## YOUR OBJECTIVE
Match on the string "Mathare" in the entries below and return every matching line.

(Extracted data entries)
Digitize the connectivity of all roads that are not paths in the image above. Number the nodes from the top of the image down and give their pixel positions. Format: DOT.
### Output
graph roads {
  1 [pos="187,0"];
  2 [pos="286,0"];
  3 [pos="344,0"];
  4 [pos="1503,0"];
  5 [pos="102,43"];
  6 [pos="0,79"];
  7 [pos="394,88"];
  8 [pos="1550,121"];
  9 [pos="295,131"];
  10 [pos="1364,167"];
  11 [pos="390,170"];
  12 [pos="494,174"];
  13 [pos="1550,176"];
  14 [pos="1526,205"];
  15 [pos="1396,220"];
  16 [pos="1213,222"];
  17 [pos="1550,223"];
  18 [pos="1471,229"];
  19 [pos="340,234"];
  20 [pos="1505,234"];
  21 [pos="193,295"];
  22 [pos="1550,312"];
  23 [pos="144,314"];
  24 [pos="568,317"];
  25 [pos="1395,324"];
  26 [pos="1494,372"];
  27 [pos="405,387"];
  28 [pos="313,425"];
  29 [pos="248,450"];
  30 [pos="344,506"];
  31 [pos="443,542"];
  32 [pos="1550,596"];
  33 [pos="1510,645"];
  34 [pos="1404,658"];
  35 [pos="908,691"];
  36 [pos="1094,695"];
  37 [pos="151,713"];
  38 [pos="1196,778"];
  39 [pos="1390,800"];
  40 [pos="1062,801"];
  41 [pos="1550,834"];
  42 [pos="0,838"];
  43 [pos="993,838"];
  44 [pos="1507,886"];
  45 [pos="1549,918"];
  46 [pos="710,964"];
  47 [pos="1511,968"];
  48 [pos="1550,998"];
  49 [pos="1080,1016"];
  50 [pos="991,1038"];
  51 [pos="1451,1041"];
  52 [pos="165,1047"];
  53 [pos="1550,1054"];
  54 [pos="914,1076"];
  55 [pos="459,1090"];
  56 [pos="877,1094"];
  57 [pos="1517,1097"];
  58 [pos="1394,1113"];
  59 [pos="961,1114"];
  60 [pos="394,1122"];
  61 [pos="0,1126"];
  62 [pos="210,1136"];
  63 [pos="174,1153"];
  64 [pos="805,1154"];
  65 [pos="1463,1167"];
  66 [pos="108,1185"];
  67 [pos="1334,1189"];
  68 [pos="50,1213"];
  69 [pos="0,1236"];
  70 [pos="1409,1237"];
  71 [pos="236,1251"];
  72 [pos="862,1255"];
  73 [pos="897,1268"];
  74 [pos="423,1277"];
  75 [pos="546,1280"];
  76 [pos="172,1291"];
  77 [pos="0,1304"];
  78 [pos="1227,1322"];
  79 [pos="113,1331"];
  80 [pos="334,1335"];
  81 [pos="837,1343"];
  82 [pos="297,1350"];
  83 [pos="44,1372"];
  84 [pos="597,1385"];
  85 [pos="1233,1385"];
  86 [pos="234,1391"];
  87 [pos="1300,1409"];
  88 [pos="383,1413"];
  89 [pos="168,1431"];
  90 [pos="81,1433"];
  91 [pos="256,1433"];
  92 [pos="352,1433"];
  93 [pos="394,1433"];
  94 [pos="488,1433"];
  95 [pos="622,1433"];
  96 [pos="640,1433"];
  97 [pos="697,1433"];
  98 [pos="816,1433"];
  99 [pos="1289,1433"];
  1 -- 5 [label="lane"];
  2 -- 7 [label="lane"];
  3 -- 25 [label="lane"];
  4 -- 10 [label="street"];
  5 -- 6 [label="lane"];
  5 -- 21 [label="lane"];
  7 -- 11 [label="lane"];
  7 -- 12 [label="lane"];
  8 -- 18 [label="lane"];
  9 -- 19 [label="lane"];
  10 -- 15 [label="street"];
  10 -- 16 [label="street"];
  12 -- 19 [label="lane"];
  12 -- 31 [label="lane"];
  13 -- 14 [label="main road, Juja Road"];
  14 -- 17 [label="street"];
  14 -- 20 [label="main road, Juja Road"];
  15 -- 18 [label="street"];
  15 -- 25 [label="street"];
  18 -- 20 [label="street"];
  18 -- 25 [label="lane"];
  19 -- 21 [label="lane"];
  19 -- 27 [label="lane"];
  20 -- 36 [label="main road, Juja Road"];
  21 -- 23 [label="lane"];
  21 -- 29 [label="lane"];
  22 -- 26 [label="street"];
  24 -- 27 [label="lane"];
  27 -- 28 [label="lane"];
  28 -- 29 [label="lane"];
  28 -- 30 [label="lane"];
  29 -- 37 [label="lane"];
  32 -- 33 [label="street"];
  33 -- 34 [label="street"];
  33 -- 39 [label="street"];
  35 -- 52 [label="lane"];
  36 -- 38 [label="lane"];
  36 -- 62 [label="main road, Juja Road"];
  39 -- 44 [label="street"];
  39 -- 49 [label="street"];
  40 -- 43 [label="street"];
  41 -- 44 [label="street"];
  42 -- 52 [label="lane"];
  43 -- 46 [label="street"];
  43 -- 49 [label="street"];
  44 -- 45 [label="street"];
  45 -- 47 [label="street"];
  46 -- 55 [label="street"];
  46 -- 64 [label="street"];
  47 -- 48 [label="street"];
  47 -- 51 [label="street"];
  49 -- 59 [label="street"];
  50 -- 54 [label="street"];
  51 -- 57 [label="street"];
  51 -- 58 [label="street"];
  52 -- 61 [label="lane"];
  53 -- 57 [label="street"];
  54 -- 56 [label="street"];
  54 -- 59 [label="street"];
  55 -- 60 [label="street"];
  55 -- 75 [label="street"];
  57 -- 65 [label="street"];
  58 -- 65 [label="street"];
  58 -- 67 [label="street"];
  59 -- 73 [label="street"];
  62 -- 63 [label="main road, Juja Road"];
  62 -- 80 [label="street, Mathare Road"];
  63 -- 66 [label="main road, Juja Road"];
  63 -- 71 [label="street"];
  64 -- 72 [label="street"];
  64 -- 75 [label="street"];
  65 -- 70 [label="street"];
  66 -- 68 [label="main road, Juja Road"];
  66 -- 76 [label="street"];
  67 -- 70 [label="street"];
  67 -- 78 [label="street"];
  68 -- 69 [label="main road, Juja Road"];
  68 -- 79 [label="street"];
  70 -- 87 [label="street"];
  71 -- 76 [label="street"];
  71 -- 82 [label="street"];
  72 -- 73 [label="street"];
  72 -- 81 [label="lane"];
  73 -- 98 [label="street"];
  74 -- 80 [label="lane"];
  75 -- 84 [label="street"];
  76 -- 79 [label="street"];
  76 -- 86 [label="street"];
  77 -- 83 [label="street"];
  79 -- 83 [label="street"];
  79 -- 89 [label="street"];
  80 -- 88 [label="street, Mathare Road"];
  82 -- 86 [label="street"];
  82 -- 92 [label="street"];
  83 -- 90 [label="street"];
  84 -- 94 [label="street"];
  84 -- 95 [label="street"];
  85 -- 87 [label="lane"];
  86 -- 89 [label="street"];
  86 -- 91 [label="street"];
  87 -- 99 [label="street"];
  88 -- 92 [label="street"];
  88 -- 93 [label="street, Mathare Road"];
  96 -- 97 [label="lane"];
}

## EXERCISE SOLUTION
  62 -- 80 [label="street, Mathare Road"];
  80 -- 88 [label="street, Mathare Road"];
  88 -- 93 [label="street, Mathare Road"];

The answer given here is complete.